Louis Guédet
Vendredi 7 février 1919
1610ème et 1608ème jours
10h De la neige qui tombe, qui tombe à flots ! Ma femme est rentrée hier de Reims, éreintée, ce qui ne m’étonne nullement avec la vie de misère qu’on mène là-bas. Pas de maison à louer ou trop petites, ou convenables, mais à des prix inabordables. Ce qui valait 2 à 3 000 F est fait à 4 500 – 5 000 – 6 000 F… !! Je fais mes malles néanmoins, ne pouvant tarder plus à rentrer dans ces galères !! J’écris à la Préfecture pour leur demander quand ils pourront me prendre ici et transporter mes archives à Reims, à moins qu’ils me donnent un ordre de réquisition m’autorisant à prendre mes malles ou bagages au chemin de fer, bien que le poids maximum accepté, avec voyage est de 65 kg, et chacune de mes malles pèse au moins 90 à 100 kg !!

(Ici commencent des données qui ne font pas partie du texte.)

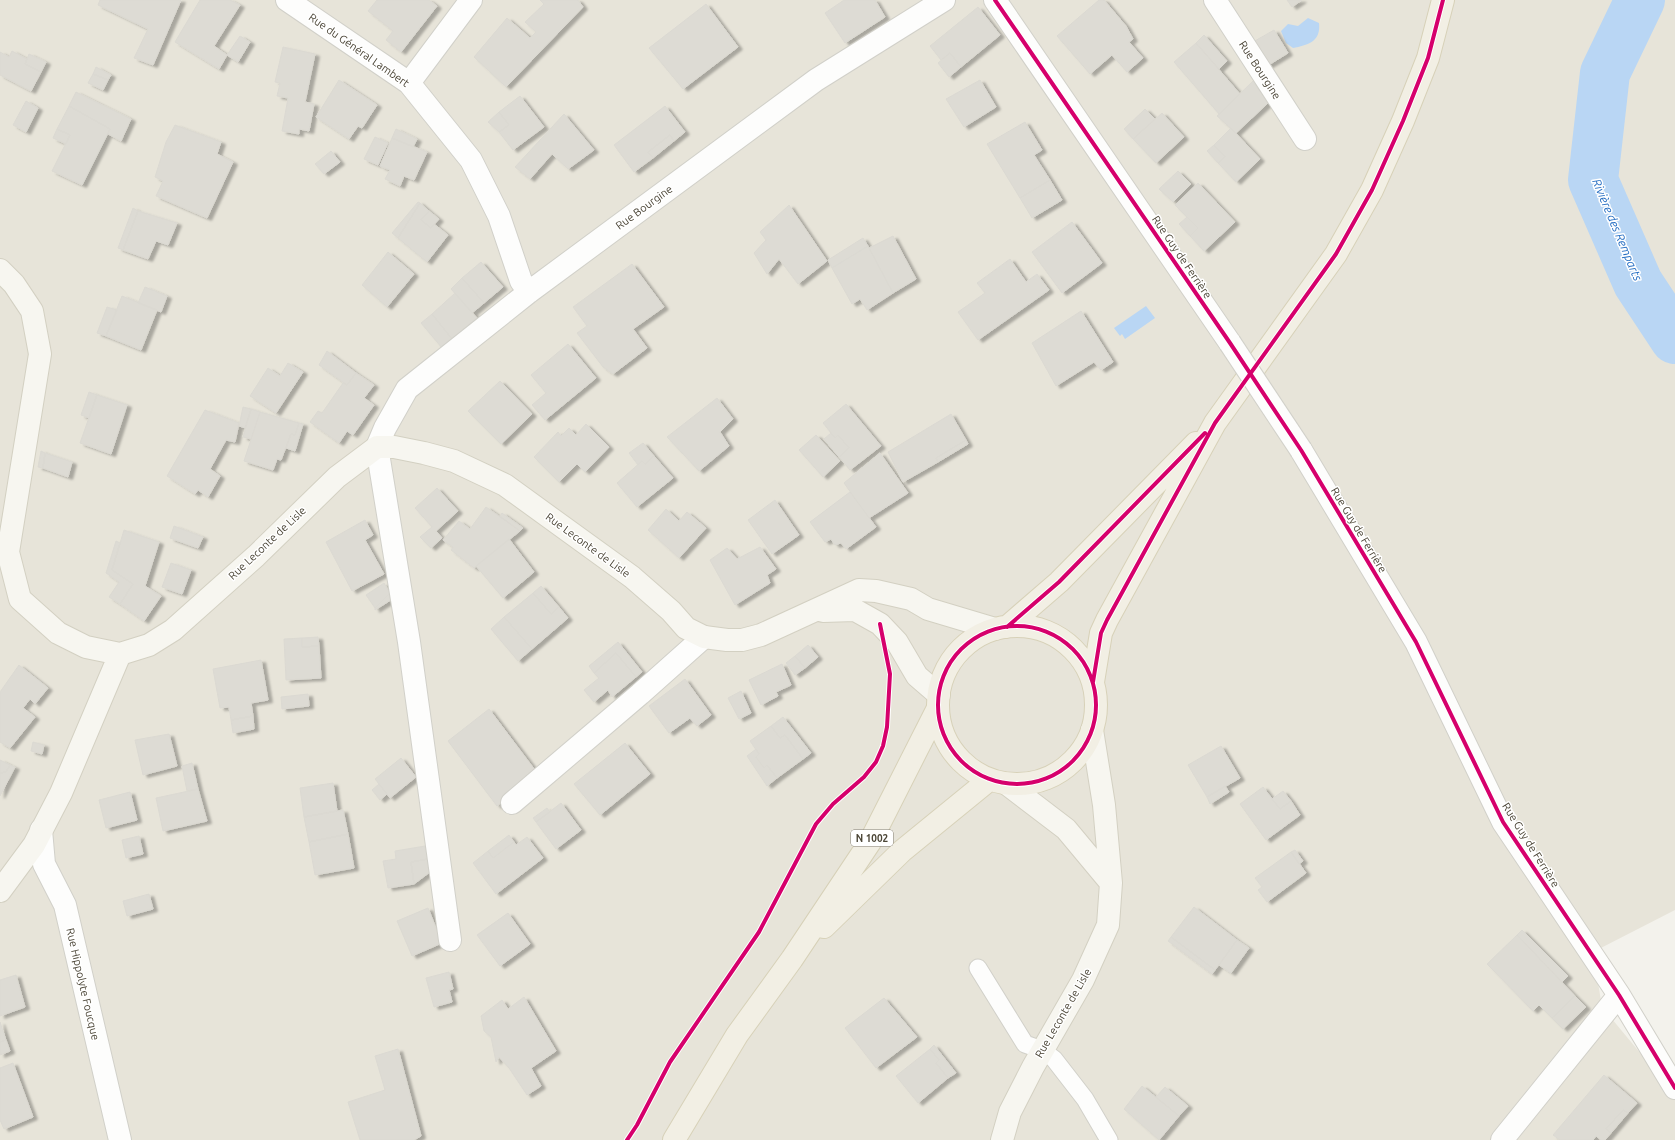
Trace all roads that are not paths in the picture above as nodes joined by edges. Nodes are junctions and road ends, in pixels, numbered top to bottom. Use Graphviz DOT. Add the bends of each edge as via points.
graph roads {
  1 [pos="287,0"];
  2 [pos="471,0"];
  3 [pos="944,0"];
  4 [pos="995,0"];
  5 [pos="1215,0"];
  6 [pos="1443,0"];
  7 [pos="409,83"];
  8 [pos="1305,139"];
  9 [pos="0,270"];
  10 [pos="529,292"];
  11 [pos="1215,423"];
  12 [pos="377,447"];
  13 [pos="814,611"];
  14 [pos="1001,628"];
  15 [pos="704,636"];
  16 [pos="120,654"];
  17 [pos="1093,682"];
  18 [pos="938,702"];
  19 [pos="1092,730"];
  20 [pos="998,782"];
  21 [pos="512,803"];
  22 [pos="41,830"];
  23 [pos="1111,883"];
  24 [pos="0,891"];
  25 [pos="450,940"];
  26 [pos="792,959"];
  27 [pos="978,968"];
  28 [pos="1618,995"];
  29 [pos="1042,1050"];
  30 [pos="1675,1088"];
  31 [pos="120,1140"];
  32 [pos="674,1140"];
  33 [pos="1002,1140"];
  34 [pos="1109,1140"];
  35 [pos="1502,1140"];
  1 -- 7 [label="street, Rue du Général Lambert"];
  2 -- 7 [label="street"];
  3 -- 10 [label="street, Rue Bourgine" via="816,80"];
  4 -- 28 [label="street, Rue Guy de Ferrière, bridge" via="1301,450 1416,642 1503,822"];
  5 -- 8 [label="street, Rue Bourgine"];
  6 -- 11 [label="main road" via="1428,58 1404,121 1372,190 1336,254"];
  7 -- 10 [label="street, Rue du Général Lambert" via="471,160 499,216 521,281"];
  9 -- 16 [label="main road, Rue Leconte de Lisle" via="14,284 32,311 40,354 8,552 20,599 58,633 86,647"];
  10 -- 12 [label="street, Rue Bourgine" via="407,389"];
  11 -- 14 [label="main road" via="1060,582"];
  11 -- 17 [label="main road" via="1107,620 1101,633"];
  12 -- 15 [label="main road, Rue Leconte de Lisle" via="394,447 454,461 505,485 632,577 671,611 686,628"];
  12 -- 16 [label="main road, Rue Leconte de Lisle" via="337,477 256,556 173,630 149,645"];
  12 -- 25 [label="street" via="409,642"];
  13 -- 14 [label="main road, Rue Leconte de Lisle" via="859,590 876,591 911,599 928,609"];
  13 -- 15 [label="main road, Rue Leconte de Lisle" via="760,635 742,640"];
  13 -- 18 [label="main road, Rue Leconte de Lisle" via="855,610 880,624 897,642 916,676"];
  14 -- 17 [label="main road" via="1023,626 1054,635 1078,655"];
  14 -- 18 [label="main road" via="981,635 957,654 942,680"];
  15 -- 21 [label="street"];
  16 -- 22 [label="main road" via="61,793"];
  17 -- 19 [label="main road" via="1096,714"];
  18 -- 20 [label="main road" via="940,722 951,749 974,772"];
  18 -- 26 [label="main road, N 1002" via="870,842"];
  19 -- 20 [label="main road" via="1079,754 1059,772 1034,783"];
  19 -- 23 [label="main road, Rue Leconte de Lisle" via="1104,806"];
  20 -- 23 [label="main road" via="1066,829"];
  20 -- 26 [label="main road, N 1002" via="902,851"];
  22 -- 24 [label="main road" via="34,844"];
  22 -- 31 [label="street, Rue Hippolyte Foucque" via="44,864 65,905"];
  23 -- 29 [label="main road, Rue Leconte de Lisle" via="1108,925 1083,980"];
  26 -- 32 [label="main road, N 1002" via="737,1035"];
  27 -- 29 [label="lane" via="1025,1044"];
  28 -- 30 [label="street, Rue Guy de Ferrière"];
  28 -- 35 [label="street"];
  29 -- 33 [label="main road, Rue Leconte de Lisle" via="1010,1112"];
  29 -- 34 [label="lane" via="1054,1059 1086,1099"];
}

Je pars là-bas comme si je me jetais à l’eau, pour en finir. Comment vivrais-je ? sans domestique, sans combustible ou à peu près, sans nourriture, que je serais obligé de préparer moi-même !! campé dans cette maison de la rue des Capucins 52 où j’ai tant souffert, où j’ai souffert les affres de la mort. Et en attendant il neige affreusement, il y a déjà au moins 10 centimètres de neige sur le sol !!! Ce sera gai ! ma vie à Reims !! pendant qu’on s’amuse et qu’on fait la fête à Paris et dans les pays qui n’ont pas subi la Guerre !!… Tout cela me rend fou !
4h soir La neige est tombée jusque vers 1h de l’après-midi, puis le soleil s’est mis de la partie et la fait fondre. Quel gâchis ! Peu de lettres heureusement maintenant que je boucle mes malles ! Lettre de Bompas, notre ancien concierge appariteur de la Chambre des notaires qui m’envoie ses condoléances à l’occasion de la mort de mon Père. Il est toujours bien désolé de la mort de sa pauvre femme. Lettre de M. Legrand, juge de Paix de Ville-en-Tardenois, toujours aussi amusant. Il m’en conte de belles au sujet des pillages !! Quand je serai un peu installé à Reims j’irai lui serrer la main. C’est un brave cœur et un brave ! Il a été réellement héroïque durant cette Guerre, et surtout au moment de la ruée de mai 1918 !…
Je fais mes malles ! et comment les faire parvenir ! voilà le hic ! J’espère que la République m’y aidera !
Impressions, Louis Guédet, Notaire et Juge de Paix à Reims. Récits et impressions de guerre d'un civil rémois 1914-1919, journal retranscrit par François-Xavier Guédet son petit-fils
Cardinal Luçon
Vendredi 7 – Visite de M. Forêt ; de 2 trappistes d’Igny.
Cardinal Luçon dans son Journal de la Guerre 1914-1918, éd. par L’Académie Nationale de Reims – 1998 – TAR volume 173
Vendredi 7 février
La Conférence de la paix a entendu les déclarations des délégués du Hedjaz, qui voudraient constituer un vaste royaume arabe, comprenant : l’Arabie, la Syrie, la Mésopotamie, le Kurdistan, et borné au nord par une ligne allant d’Alexandrette à Diarbékir.
La commission de la Société des Nations poursuit rapidement ses travaux.
Les bolchevistes, par un radio qu’a lancé Tchitcherine, acceptent d’aller à Prinkipo et de faire la paix avec l’Entente, mais ils posent comme condition que cette dernière n’interviendra pas dans les affaires intérieures de la Russie.
Le gouvernement a déposé à la Chambre un projet de loi pour réprimer l’accaparement et la spéculation et lutter contre la vie chère.
L’Allemagne a refusé des passeports aux délégués interalliés qui devaient se rendre outre-Rhin pour constater l’état des biens appartenant à des nationaux de l’Entente et qui avaient été séquestrés.
La conférence socialiste internationale de Berne a voté une motion transactionnelle au sujet des responsabilités de la guerre.
Les relations officielles ont été reprises entre la France et la Finlande.
Les troupes gouvernementales allemandes ont réoccupé Brême. A Düsseldorf, la bourgeoisie s’est armée contre les bolchevistes. Il y a 300.000 chômeurs à Berlin.